New Spark developers often ask why their code runs so fast, until suddenly it doesn't. They'll chain 10 transformations — filter, select, join, groupBy, withColumn — and each one completes immediately. Then they call .show() and wait 45 seconds. What's happening?
Lazy evaluation. None of those 10 transformations actually ran until the action fired.
Transformations vs. Actions
Every Spark operation falls into one of two categories:
Transformations are lazy — they define what you want to do but don't execute immediately. They return a new DataFrame that represents the logical result of the operation. No data moves. No computation happens. Spark just records the operation in the execution plan.
Transformations include: select, filter, where, groupBy, agg, join, withColumn, drop, orderBy, union, repartition, coalesce, and more.

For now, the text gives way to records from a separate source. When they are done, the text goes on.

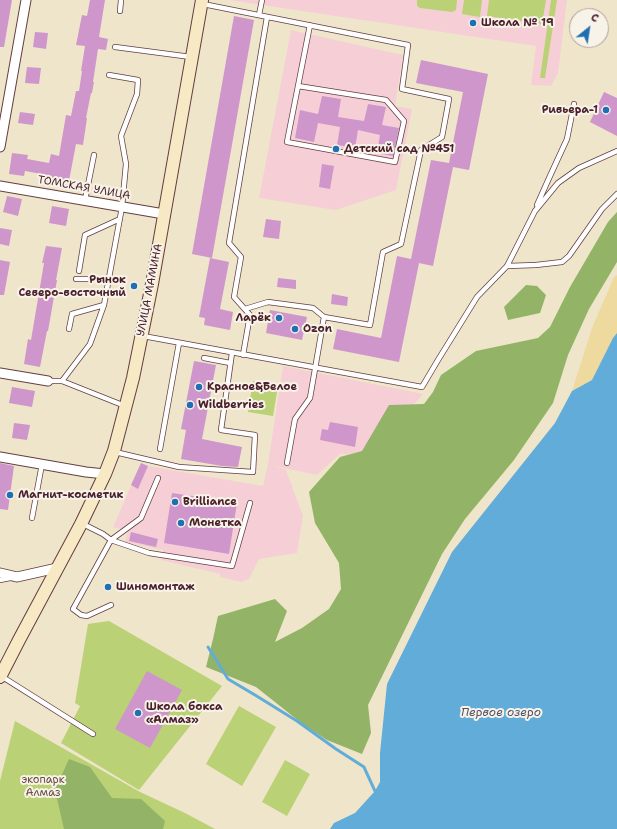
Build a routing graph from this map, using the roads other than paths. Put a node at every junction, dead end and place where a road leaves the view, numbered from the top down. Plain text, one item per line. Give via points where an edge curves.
1 (26, 0) edge
2 (121, 0) edge
3 (262, 0) edge
4 (202, 2) edge
5 (120, 11) dead end
6 (259, 15) junction
7 (268, 17) junction
8 (310, 25) junction
9 (116, 47) dead end
10 (192, 58) junction
11 (109, 75) dead end
12 (298, 86) junction
13 (574, 104) dead end
14 (0, 147) edge
15 (617, 151) edge
16 (94, 155) dead end
17 (0, 186) edge
18 (617, 194) edge
19 (84, 200) junction
20 (122, 207) junction
21 (535, 211) junction
22 (164, 214) junction
23 (120, 218) junction
24 (507, 266) junction
25 (79, 271) dead end
26 (76, 279) dead end
27 (109, 279) junction
28 (104, 305) junction
29 (245, 309) junction
30 (324, 317) junction
31 (69, 329) dead end
32 (141, 336) junction
33 (179, 343) junction
34 (232, 352) junction
35 (242, 354) junction
36 (204, 358) dead end
37 (230, 363) junction
38 (315, 368) junction
39 (0, 373) edge
40 (62, 380) junction
41 (48, 381) joint
42 (126, 406) junction
43 (160, 449) dead end
44 (114, 451) junction
45 (0, 457) edge
46 (287, 463) dead end
47 (42, 464) junction
48 (105, 474) junction
49 (158, 478) dead end
50 (250, 503) dead end
51 (32, 518) dead end
52 (81, 524) junction
53 (111, 540) junction
54 (57, 568) junction
55 (0, 573) edge
56 (17, 577) junction
57 (0, 580) edge
58 (111, 605) dead end
59 (0, 676) edge
60 (93, 734) dead end

1 - 14 street
2 - 5 lane
3 - 6 lane
4 - 6 lane
4 - 10 main road, УЛИЦА МАМИНА
6 - 7 lane
7 - 8 lane
7 - 29 lane via 229,243 241,257 234,297
8 - 12 lane
8 - 30 lane via 408,45 402,89 450,99 442,137 421,150 401,244 384,252 370,325
9 - 10 lane
10 - 22 main road, УЛИЦА МАМИНА
11 - 20 lane via 138,80 137,94 121,136 126,164
12 - 12 lane via 287,142 395,162 404,120 386,100
13 - 21 lane via 567,139
15 - 21 lane via 579,168 558,183
16 - 19 lane
17 - 19 street, ТОМСКАЯ УЛИЦА
18 - 24 lane via 602,209 562,262
19 - 20 street, ТОМСКАЯ УЛИЦА
20 - 22 street, ТОМСКАЯ УЛИЦА
20 - 23 lane
21 - 24 lane
22 - 32 main road, УЛИЦА МАМИНА
23 - 25 lane via 85,235
23 - 27 lane
24 - 38 lane via 477,297 422,387
26 - 27 lane
27 - 28 lane
28 - 31 lane via 72,314
28 - 40 lane via 90,344
29 - 30 lane via 268,302 313,308
29 - 35 lane via 250,315
30 - 38 lane
32 - 33 lane
32 - 42 main road, УЛИЦА МАМИНА
33 - 34 lane
33 - 43 lane
34 - 35 lane
34 - 37 lane
35 - 38 lane
36 - 37 lane
37 - 44 lane via 221,430 255,435 253,472 179,467
38 - 46 lane via 310,398 294,420
39 - 41 street
40 - 41 lane
40 - 42 lane
42 - 44 main road, УЛИЦА МАМИНА
44 - 48 main road, УЛИЦА МАМИНА
45 - 47 street
47 - 48 street
47 - 51 lane
48 - 52 main road, УЛИЦА МАМИНА
49 - 53 lane via 141,518
50 - 53 lane via 232,566 149,553
52 - 53 lane
52 - 54 main road, УЛИЦА МАМИНА
53 - 58 lane via 73,609 87,616
54 - 56 street
54 - 59 main road, УЛИЦА МАМИНА
55 - 56 street
56 - 57 lane
59 - 60 lane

Actions are eager — they trigger the actual computation across the cluster. Spark takes all accumulated transformations, builds an optimized physical plan, and executes it. Actions return a result to the driver (a count, a list of rows, a write confirmation).
Actions include: show(), count(), collect(), first(), take(n), write.save(), write.saveAsTable(), foreach().

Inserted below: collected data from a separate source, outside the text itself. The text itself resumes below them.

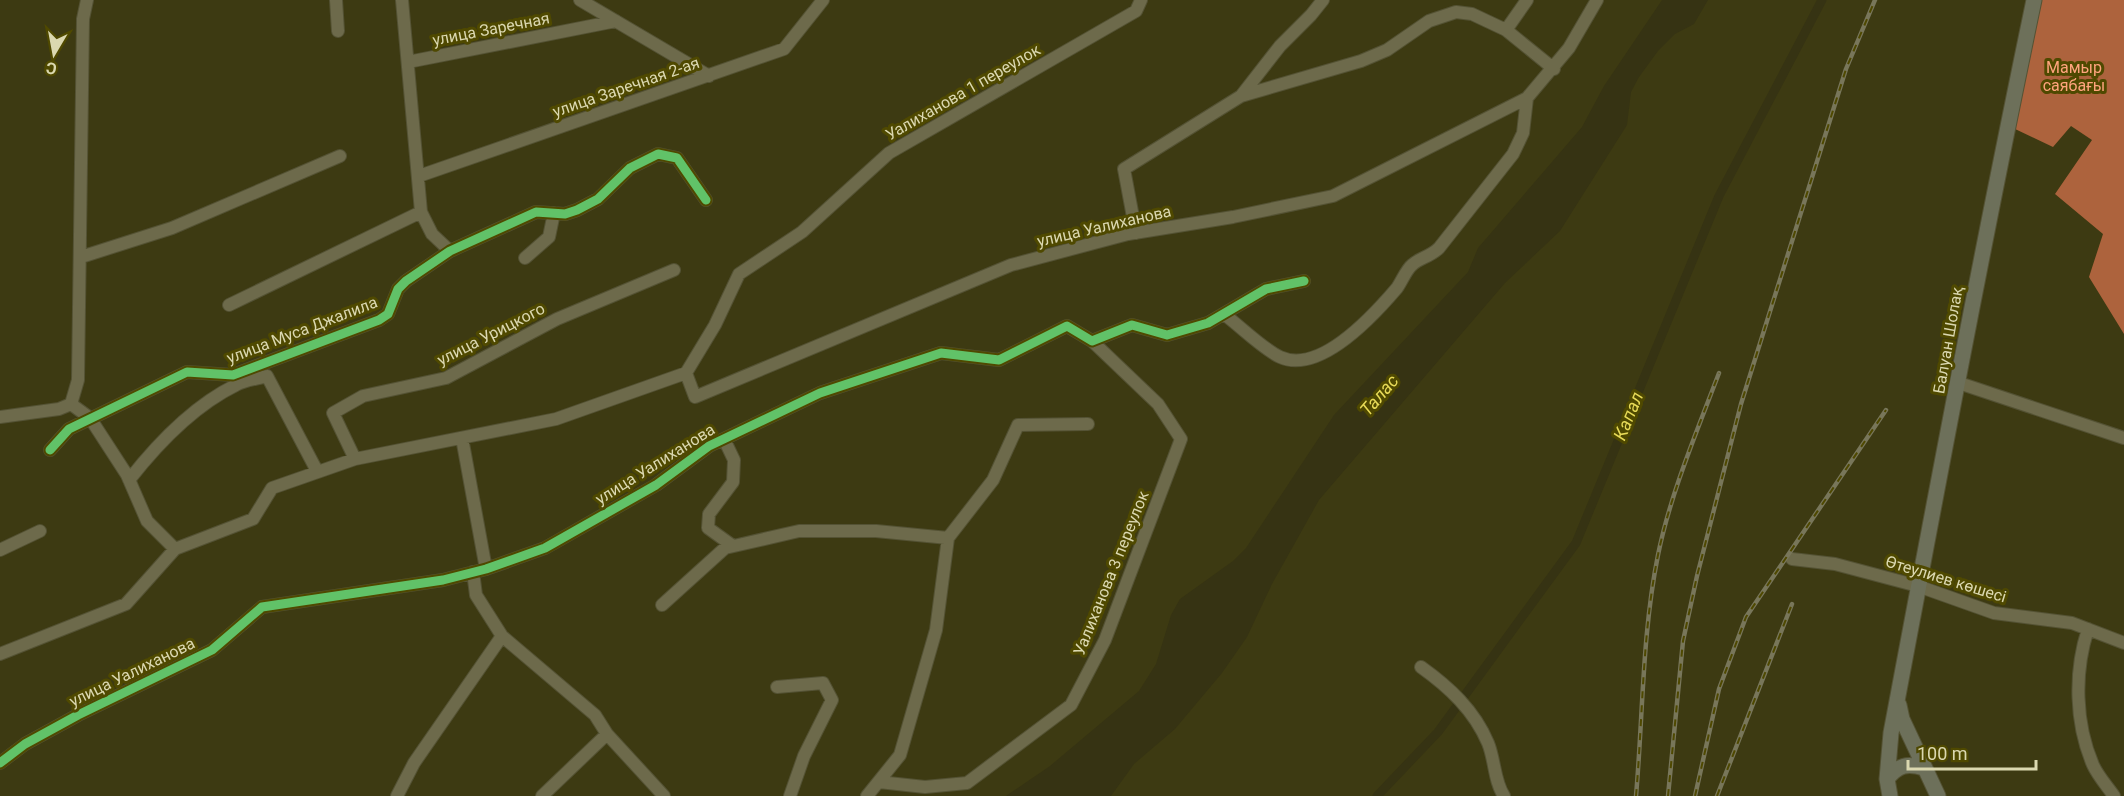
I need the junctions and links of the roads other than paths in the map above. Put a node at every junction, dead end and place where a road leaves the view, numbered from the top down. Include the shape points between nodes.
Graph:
1 (87, 0) edge
2 (336, 0) edge
3 (402, 0) edge
4 (580, 0) edge
5 (823, 0) edge
6 (1141, 0) edge
7 (1323, 0) edge
8 (1527, 0) edge
9 (1597, 0) edge
10 (2034, 0) edge
11 (616, 21) junction
12 (1506, 30) junction
13 (338, 31) dead end
14 (408, 62) junction
15 (1554, 69) junction
16 (709, 76) junction
17 (1241, 96) junction
18 (1527, 98) junction
19 (339, 156) dead end
20 (418, 176) junction
21 (706, 201) dead end
22 (422, 212) junction
23 (554, 213) junction
24 (1136, 233) junction
25 (450, 251) junction
26 (81, 257) junction
27 (525, 258) dead end
28 (674, 270) dead end
29 (1304, 281) dead end
30 (229, 305) dead end
31 (1225, 315) junction
32 (1092, 341) junction
33 (686, 373) junction
34 (1959, 384) junction
35 (71, 404) junction
36 (0, 417) edge
37 (90, 418) junction
38 (1088, 424) dead end
39 (462, 438) junction
40 (2124, 438) edge
41 (724, 439) junction
42 (50, 450) dead end
43 (356, 459) junction
44 (317, 471) junction
45 (129, 480) junction
46 (40, 531) dead end
47 (948, 538) junction
48 (733, 546) junction
49 (175, 549) junction
50 (0, 550) edge
51 (1792, 559) dead end
52 (480, 570) junction
53 (1918, 586) junction
54 (662, 605) dead end
55 (2088, 629) junction
56 (502, 636) junction
57 (2124, 643) edge
58 (0, 654) edge
59 (1421, 666) dead end
60 (777, 687) dead end
61 (1899, 687) junction
62 (607, 734) junction
63 (0, 763) edge
64 (1924, 768) junction
65 (1887, 779) junction
66 (879, 782) junction
67 (397, 796) edge
68 (542, 796) edge
69 (664, 796) edge
70 (790, 796) edge
71 (867, 796) edge
72 (1504, 796) edge
73 (1890, 796) edge
74 (1938, 796) edge
75 (2114, 796) edge

1 - 26 street via 83,19
2 - 13 street
3 - 14 street
4 - 11 street
5 - 16 street, улица Заречная 2-ая via 784,49
6 - 33 street, Уалиханова 1 переулок via 1136,11 889,153 802,232 739,274
7 - 17 street
8 - 12 street
9 - 15 street, улица Уалиханова
10 - 34 main road, Балуан Шолақ via 1981,252
11 - 14 street, улица Заречная
11 - 16 street
12 - 15 street
12 - 17 street via 1472,14 1443,15 1387,50 1361,61
14 - 20 street
15 - 18 street, улица Уалиханова
16 - 20 street, улица Заречная 2-ая
17 - 24 street via 1124,169
18 - 24 street, улица Уалиханова via 1334,196
18 - 31 street via 1523,133 1513,154 1439,248 1430,257 1411,265 1383,305 1341,342 1313,358 1281,357
19 - 26 street via 172,228
20 - 22 street
21 - 23 street, улица Муса Джалила via 678,158 664,153 630,168 598,198 577,210
22 - 25 street via 432,234
22 - 30 street
23 - 25 street, улица Муса Джалила via 536,212
23 - 27 street via 549,237
24 - 33 street, улица Уалиханова via 1011,265 695,397
25 - 37 street, улица Муса Джалила via 406,281 398,289 388,314 380,320 233,375 187,372
26 - 35 street via 78,380
28 - 43 street, улица Урицкого via 558,319 446,378 363,396 333,413
29 - 31 street via 1266,289
31 - 32 street via 1167,335 1132,325
32 - 41 street, улица Уалиханова via 1067,326 999,360 941,352 820,393
32 - 66 street, Уалиханова 3 переулок via 1158,404 1181,439 1105,640 1071,705 967,783 925,787
33 - 39 street via 556,419
34 - 40 street
34 - 53 main road, Балуан Шолақ
35 - 36 street
35 - 37 street
37 - 42 street, улица Муса Джалила via 69,429
37 - 45 street
38 - 47 street via 1018,425 993,480
39 - 43 street
39 - 52 street
41 - 48 street via 734,460 733,482 709,514 708,528
41 - 52 street, улица Уалиханова via 656,485 545,548
43 - 44 street
44 - 45 street via 267,376 237,384 189,417 155,447
44 - 49 street via 272,488 253,519
45 - 49 street via 147,521
46 - 50 street
47 - 48 street via 876,531 799,531
47 - 66 street via 936,630 920,687 900,755
48 - 54 street via 725,548
49 - 58 street via 126,604
51 - 53 street, Өтеулиев көшесі via 1835,564
52 - 56 street via 476,595
52 - 63 street, улица Уалиханова via 443,580 262,607 212,650 78,715 25,744
53 - 55 street, Өтеулиев көшесі via 1994,614 2072,623
53 - 61 main road, Балуан Шолақ
55 - 57 street, Өтеулиев көшесі
55 - 75 street via 2079,656 2082,733 2094,767
56 - 62 street via 595,715
56 - 67 street via 414,763
59 - 72 street via 1449,687 1464,705 1487,742
60 - 70 street via 823,683 832,700 804,756
61 - 64 main road via 1902,719
61 - 65 main road
62 - 68 street
62 - 69 street
64 - 65 main road via 1903,765
64 - 74 main road
65 - 73 main road
66 - 71 street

The DAG: What Spark Builds Before Running
df = spark.read.parquet("abfss://container@storage.dfs.core.windows.net/events/") # read (lazy)
filtered = df.filter(F.col("event_type") == "purchase") # lazy
selected = filtered.select("user_id", "amount", "event_date") # lazy
grouped = selected.groupBy("user_id").agg(F.sum("amount")) # lazy
result = grouped.orderBy(F.col("sum(amount)").desc()) # lazy
result.show(20) # ACTION -- execution starts here
When show() fires, Spark hasn't executed a single line of the above. It builds a DAG (Directed Acyclic Graph) from all those lazy transformations, passes it through the Catalyst optimizer, which may reorder operations (push filters earlier, combine selects, choose join strategies), then executes the optimized plan.
Why This Matters: Catalyst Optimization
The reason lazy evaluation exists is optimization. If Spark executed each transformation immediately, it couldn't see the full pipeline and couldn't make global optimization decisions. By accumulating all transformations before executing, the optimizer can:
- Predicate pushdown: Move filters as early as possible — ideally into the file reader, so Spark doesn't even load rows that will be filtered out
- Column pruning: Only read columns that are actually used downstream — critical for Parquet performance
- Join reordering: If one side of a join is small enough for broadcast, Spark can choose that strategy
- Operation fusion: Combine adjacent operations that can run in a single pass over the data
This is the same class of optimization that SQL Server's query optimizer does when you submit a T-SQL query. You don't write execution order — you describe what you want, and the engine figures out the best execution strategy.
Inspecting the Plan
# See the logical and physical plan Spark will execute
result.explain()
# Verbose version with all plan stages
result.explain(True)
# In Databricks, you can also see this in the Spark UI
# under the SQL tab for the executed query
The output shows you the physical plan from bottom to top: the scan at the bottom (reading files), filters pushed into the scan, then transformations, then the final output. If you see a filter that should have been pushed down but appears higher in the plan, that's a signal something is blocking the pushdown (usually a UDF or a computation on the filtered column).
The Debugging Wrinkle
Lazy evaluation changes where exceptions surface. If you write a transformation with a type error — calling a string function on an integer column, for example — the error doesn't appear when you write the transformation. It appears when the action executes. The stack trace points to the action line, not the transformation line.
For complex pipelines, this can be disorienting. Your error is on line 47 but the exception fires at line 82 where you called .write(). Reading the exception message carefully (usually mentions the column name and expected vs actual type) points you to the actual source.
For debugging, a .count() or .show(1) after a specific transformation is a useful way to trigger execution at a specific stage and confirm that stage is working before continuing. In production code, remove those intermediate triggers — each one is an extra full pass over the data.